Migrating OAuth Providers and OAuth secured APIs

You can migrate v5 OAuth Providers and OAuth secured APIs to your v10 API Connect deployment.

In v5 OAuth Providers are a specialized type of API that are published within products. In v10 OAuth Providers are first class objects that are directly published in the provider organization. This is applicable for both DataPower Gateway (v5-compatible) and DataPower API Gateway.

Also, v10 adds tight coupling between the API using OAuth and the OAuth provider object. Hence an API using OAuth security must link to the corresponding OAuth Provider object. For a review of how API Connect v10 uses OAuth Providers, see OAuth Provider overview.

The API Connect Migration Utility (AMU) migrates all OAuth Provider APIs from v5 to the first-class OAuth provider objects on both DataPower Gateway (v5-compatible) and DataPower API Gateway.

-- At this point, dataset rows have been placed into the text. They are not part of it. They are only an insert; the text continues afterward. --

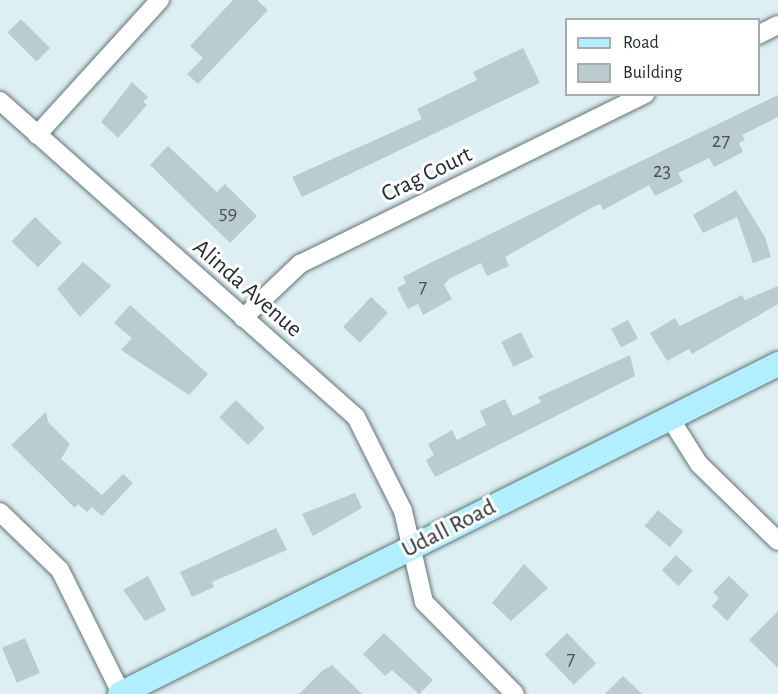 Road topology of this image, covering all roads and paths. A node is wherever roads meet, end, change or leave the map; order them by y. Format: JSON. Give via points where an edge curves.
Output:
{"nodes":[{"id":1,"x":160,"y":0,"type":"edge"},
{"id":2,"x":778,"y":25,"type":"edge"},
{"id":3,"x":760,"y":34,"type":"edge"},
{"id":4,"x":641,"y":96,"type":"edge"},
{"id":5,"x":0,"y":101,"type":"edge"},
{"id":6,"x":37,"y":135,"type":"junction"},
{"id":7,"x":243,"y":318,"type":"junction"},
{"id":8,"x":778,"y":363,"type":"edge"},
{"id":9,"x":670,"y":418,"type":"junction"},
{"id":10,"x":0,"y":512,"type":"edge"},
{"id":11,"x":778,"y":541,"type":"edge"},
{"id":12,"x":410,"y":549,"type":"junction"},
{"id":13,"x":120,"y":694,"type":"edge"},
{"id":14,"x":515,"y":694,"type":"edge"}],
"edges":[{"from":1,"to":6,"type":"street"},
{"from":2,"to":3,"type":"street"},
{"from":4,"to":7,"type":"street","name":"Crag Court","via":[[300,264]]},
{"from":5,"to":6,"type":"street","name":"Alinda Avenue"},
{"from":6,"to":7,"type":"street","name":"Alinda Avenue"},
{"from":7,"to":12,"type":"street","name":"Alinda Avenue","via":[[356,417],[403,511]]},
{"from":8,"to":9,"type":"main road","name":"Udall Road"},
{"from":9,"to":11,"type":"street","via":[[699,464]]},
{"from":9,"to":12,"type":"main road","name":"Udall Road"},
{"from":10,"to":13,"type":"street","via":[[60,570]]},
{"from":12,"to":13,"type":"main road","name":"Udall Road"},
{"from":12,"to":14,"type":"street","name":"Alinda Avenue","via":[[419,591],[431,611]]}]} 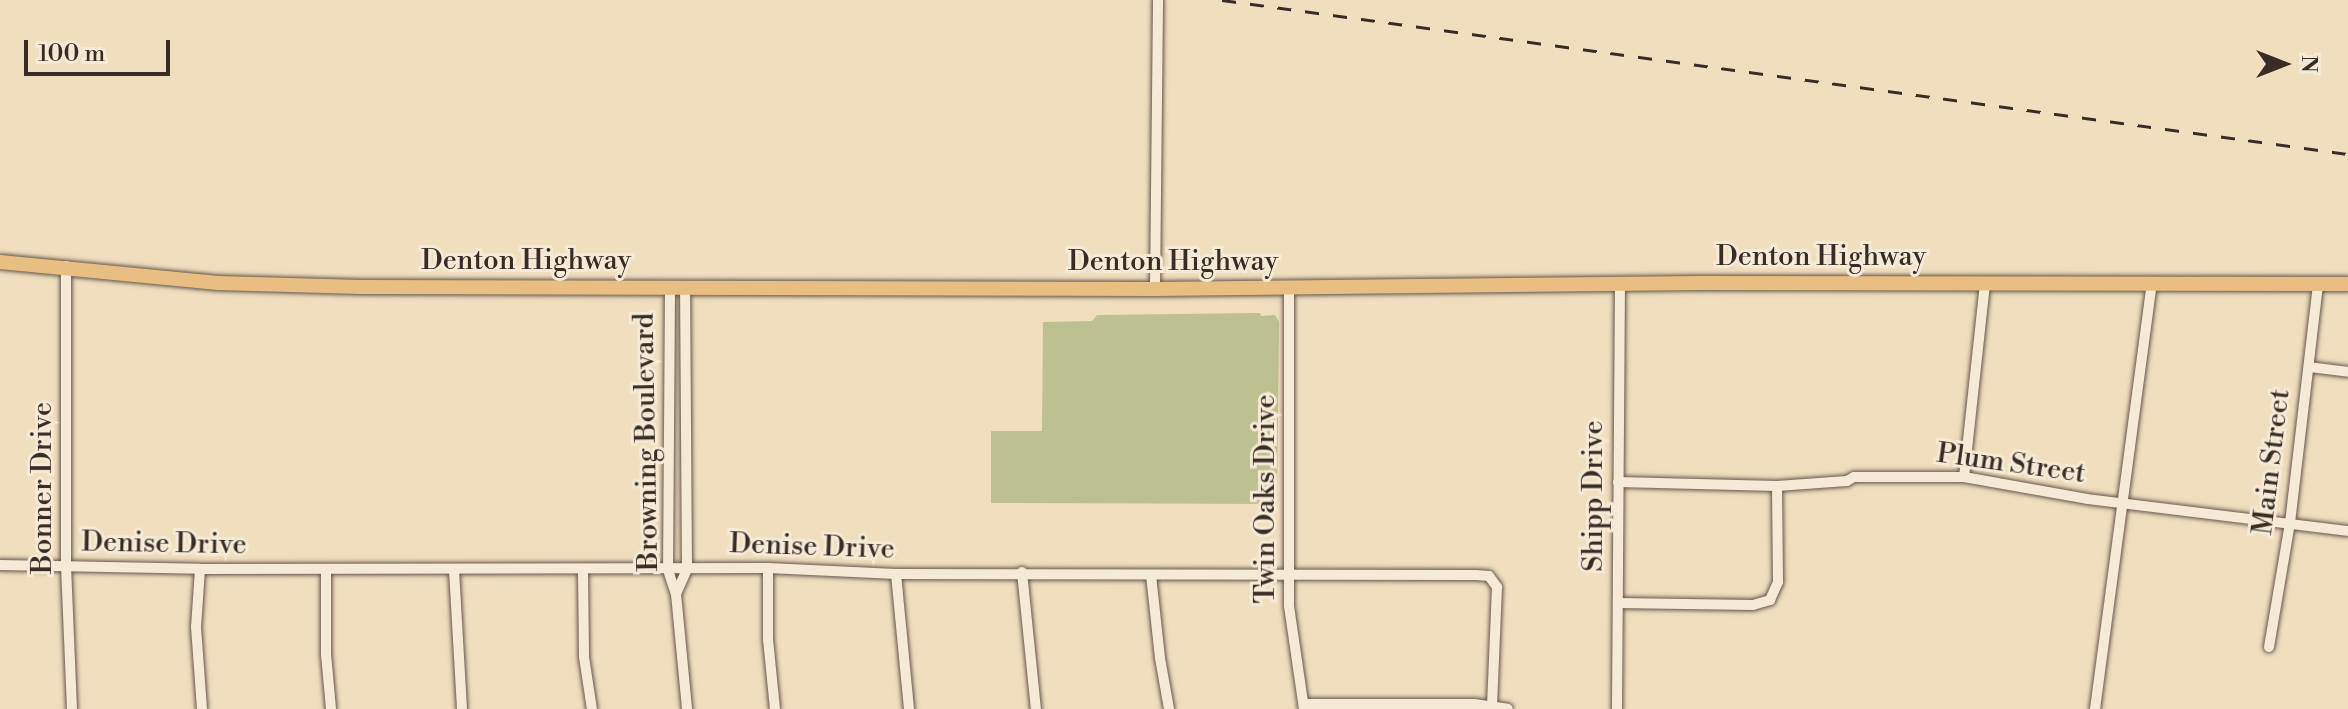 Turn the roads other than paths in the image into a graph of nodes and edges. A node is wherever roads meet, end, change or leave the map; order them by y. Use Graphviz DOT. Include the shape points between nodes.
graph roads {
  1 [pos="1158,0"];
  2 [pos="0,262"];
  3 [pos="66,266"];
  4 [pos="1620,284"];
  5 [pos="1985,284"];
  6 [pos="2152,284"];
  7 [pos="2318,284"];
  8 [pos="2348,284"];
  9 [pos="670,288"];
  10 [pos="685,288"];
  11 [pos="1289,288"];
  12 [pos="1155,289"];
  13 [pos="2309,367"];
  14 [pos="2348,372"];
  15 [pos="668,416"];
  16 [pos="686,416"];
  17 [pos="1964,477"];
  18 [pos="1618,482"];
  19 [pos="1777,486"];
  20 [pos="2123,503"];
  21 [pos="2290,523"];
  22 [pos="2348,531"];
  23 [pos="0,565"];
  24 [pos="66,566"];
  25 [pos="768,568"];
  26 [pos="200,569"];
  27 [pos="326,569"];
  28 [pos="687,569"];
  29 [pos="454,570"];
  30 [pos="668,570"];
  31 [pos="583,572"];
  32 [pos="1022,572"];
  33 [pos="896,574"];
  34 [pos="1151,575"];
  35 [pos="1289,576"];
  36 [pos="676,594"];
  37 [pos="1618,603"];
  38 [pos="2269,647"];
  39 [pos="1492,706"];
  40 [pos="1304,707"];
  41 [pos="72,709"];
  42 [pos="202,709"];
  43 [pos="331,709"];
  44 [pos="462,709"];
  45 [pos="592,709"];
  46 [pos="687,709"];
  47 [pos="775,709"];
  48 [pos="909,709"];
  49 [pos="1036,709"];
  50 [pos="1169,709"];
  51 [pos="1508,709"];
  52 [pos="1617,709"];
  53 [pos="2095,709"];
  1 -- 12 [label="street"];
  2 -- 3 [label="main road, Denton Highway"];
  3 -- 9 [label="main road, Denton Highway" via="255,286"];
  3 -- 24 [label="street, Bonner Drive"];
  4 -- 5 [label="main road, Denton Highway"];
  4 -- 11 [label="main road, Denton Highway"];
  4 -- 18 [label="street, Shipp Drive"];
  5 -- 6 [label="main road, Denton Highway"];
  5 -- 17 [label="street"];
  6 -- 7 [label="main road, Denton Highway"];
  6 -- 20 [label="street"];
  7 -- 8 [label="main road, Denton Highway"];
  7 -- 13 [label="street, Main Street"];
  9 -- 10 [label="main road, Denton Highway"];
  9 -- 15 [label="street, Browning Boulevard"];
  10 -- 12 [label="main road, Denton Highway"];
  10 -- 16 [label="street, Browning Boulevard"];
  11 -- 12 [label="main road, Denton Highway"];
  11 -- 35 [label="street, Twin Oaks Drive"];
  13 -- 14 [label="street"];
  13 -- 21 [label="street, Main Street"];
  15 -- 16 [label="street"];
  15 -- 30 [label="street, Browning Boulevard"];
  16 -- 28 [label="street, Browning Boulevard"];
  17 -- 19 [label="street, Plum Street" via="1854,477"];
  17 -- 20 [label="street, Plum Street"];
  18 -- 19 [label="street, Plum Street"];
  18 -- 37 [label="street, Shipp Drive"];
  19 -- 37 [label="street" via="1778,582 1770,600 1753,605"];
  20 -- 21 [label="street, Plum Street"];
  20 -- 53 [label="street"];
  21 -- 22 [label="street, Plum Street"];
  21 -- 38 [label="street, Main Street"];
  23 -- 24 [label="street, Denise Drive"];
  24 -- 26 [label="street, Denise Drive"];
  24 -- 41 [label="street, Bonner Drive"];
  25 -- 28 [label="street, Denise Drive"];
  25 -- 33 [label="street, Denise Drive"];
  25 -- 47 [label="street"];
  26 -- 27 [label="street, Denise Drive"];
  26 -- 42 [label="street" via="196,627"];
  27 -- 29 [label="street, Denise Drive"];
  27 -- 43 [label="street"];
  28 -- 30 [label="street, Denise Drive"];
  28 -- 36 [label="street, Browning Boulevard"];
  29 -- 31 [label="street, Denise Drive"];
  29 -- 44 [label="street"];
  30 -- 31 [label="street, Denise Drive"];
  30 -- 36 [label="street, Browning Boulevard"];
  31 -- 45 [label="street" via="584,657"];
  32 -- 33 [label="street, Denise Drive"];
  32 -- 34 [label="street, Denise Drive"];
  32 -- 49 [label="street"];
  33 -- 48 [label="street"];
  34 -- 35 [label="street, Denise Drive"];
  34 -- 50 [label="street"];
  35 -- 39 [label="street, Denise Drive" via="1489,576 1497,587"];
  35 -- 40 [label="street, Twin Oaks Drive"];
  36 -- 46 [label="street, Browning Boulevard"];
  37 -- 52 [label="street, Shipp Drive"];
  39 -- 40 [label="street"];
  39 -- 51 [label="street"];
} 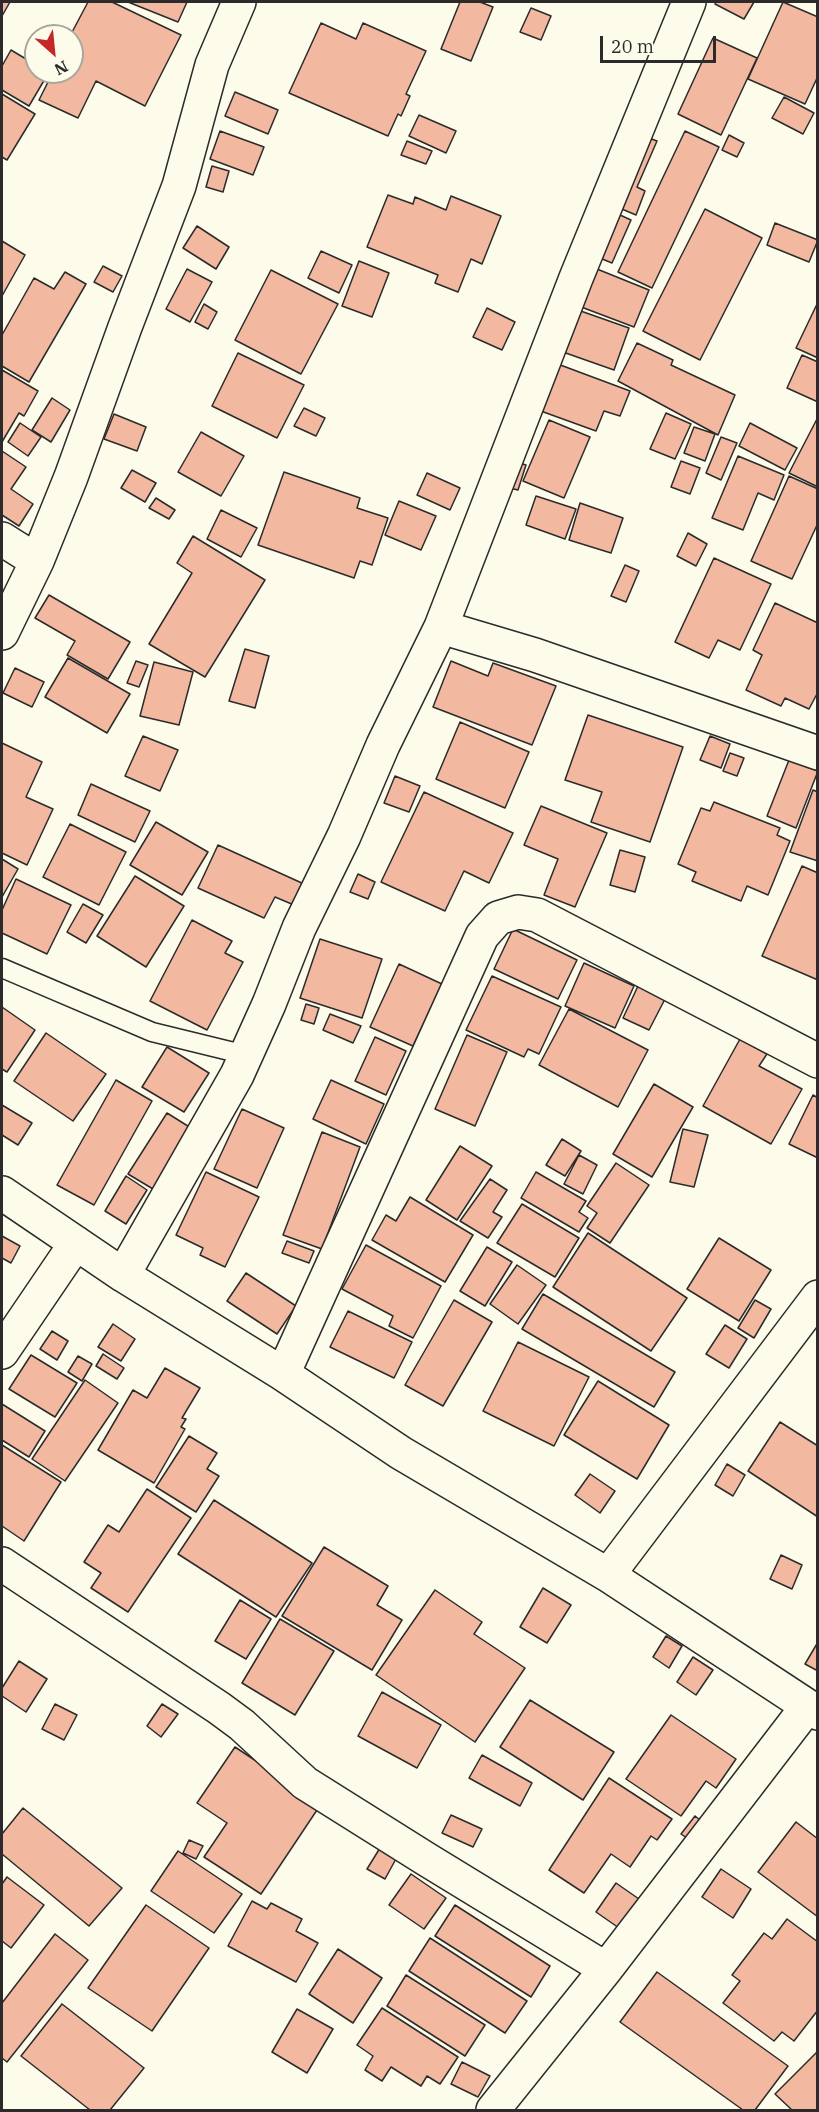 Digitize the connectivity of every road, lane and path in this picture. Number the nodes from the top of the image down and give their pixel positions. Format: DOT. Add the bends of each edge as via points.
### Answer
graph roads {
  1 [pos="239,2"];
  2 [pos="689,2"];
  3 [pos="2,539"];
  4 [pos="37,561"];
  5 [pos="441,627"];
  6 [pos="2,633"];
  7 [pos="818,753"];
  8 [pos="2,968"];
  9 [pos="246,1055"];
  10 [pos="818,1061"];
  11 [pos="2,1193"];
  12 [pos="76,1243"];
  13 [pos="123,1275"];
  14 [pos="818,1297"];
  15 [pos="2,1352"];
  16 [pos="283,1374"];
  17 [pos="2,1564"];
  18 [pos="608,1575"];
  19 [pos="812,1710"];
  20 [pos="606,1969"];
  21 [pos="493,2110"];
  1 -- 4 [label="street" via="212,65 179,186"];
  2 -- 5 [label="street" via="576,278"];
  3 -- 4 [label="street"];
  4 -- 6 [label="street"];
  5 -- 7 [label="street" via="535,655"];
  5 -- 9 [label="street" via="298,928"];
  8 -- 9 [label="lane" via="152,1032"];
  9 -- 13 [label="street"];
  10 -- 16 [label="street" via="537,915 518,912 498,918 482,936"];
  11 -- 12 [label="street"];
  12 -- 13 [label="street"];
  12 -- 15 [label="street"];
  13 -- 16 [label="street"];
  14 -- 18 [label="street"];
  16 -- 18 [label="street" via="401,1453"];
  17 -- 20 [label="street" via="219,1708 305,1783"];
  18 -- 19 [label="street"];
  19 -- 20 [label="street"];
  20 -- 21 [label="street"];
}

In addition, the AMU uses logic to determine which OAuth provider is used by a given API and populates it in the newly added field x-ibm-configuration of API security definitions. If the AMU is unable to find a match between an API using OAuth and the OAuth provider, it prints out error messages. See Common errors with OAuth Providers.

  • To ensure that APIs that use OAuth security definitions are mapped to the corresponding OAuth Provider APIs in v10, make sure that either the Authorization URL or the Token URL defined in OAuth Security Definitions of APIs that use OAuth correctly point to the base path of the OAuth Provider API. Note that the AMU uses logic to map Consumer APIs to Provider APIs, and adds x-ibm-oauth-provider in the OAuth Security Definition of the consumer API.
  • To verify whether OAuth Provider APIs are migrated correctly, ensure that all the APIs that use OAuth Security Definition have the new field x-ibm-oauth-provider added. Check the value of that field and make sure it points to a correct OAuth Provider resource object that was created and configured in the catalog to which the API is published.
  • As mentioned earlier, in v5 OAuth Providers are a specialized type of API that are published within products. In v10 OAuth Providers are instead first class objects that are directly published in the provider organization, and are not APIs that are published within products. Because of this, it is possible that you may have some v5 products that only contained OAuth Provider APIs. Since these products do not contain any Open API definitions in v10, they will not be published as all products in v10 must contain at least one Open API definition.
Note: Conflicting OAuth provider names or base paths are not migrated. If the migration utility encounters conflicting names or base paths for OAuth providers, the provider is not migrated.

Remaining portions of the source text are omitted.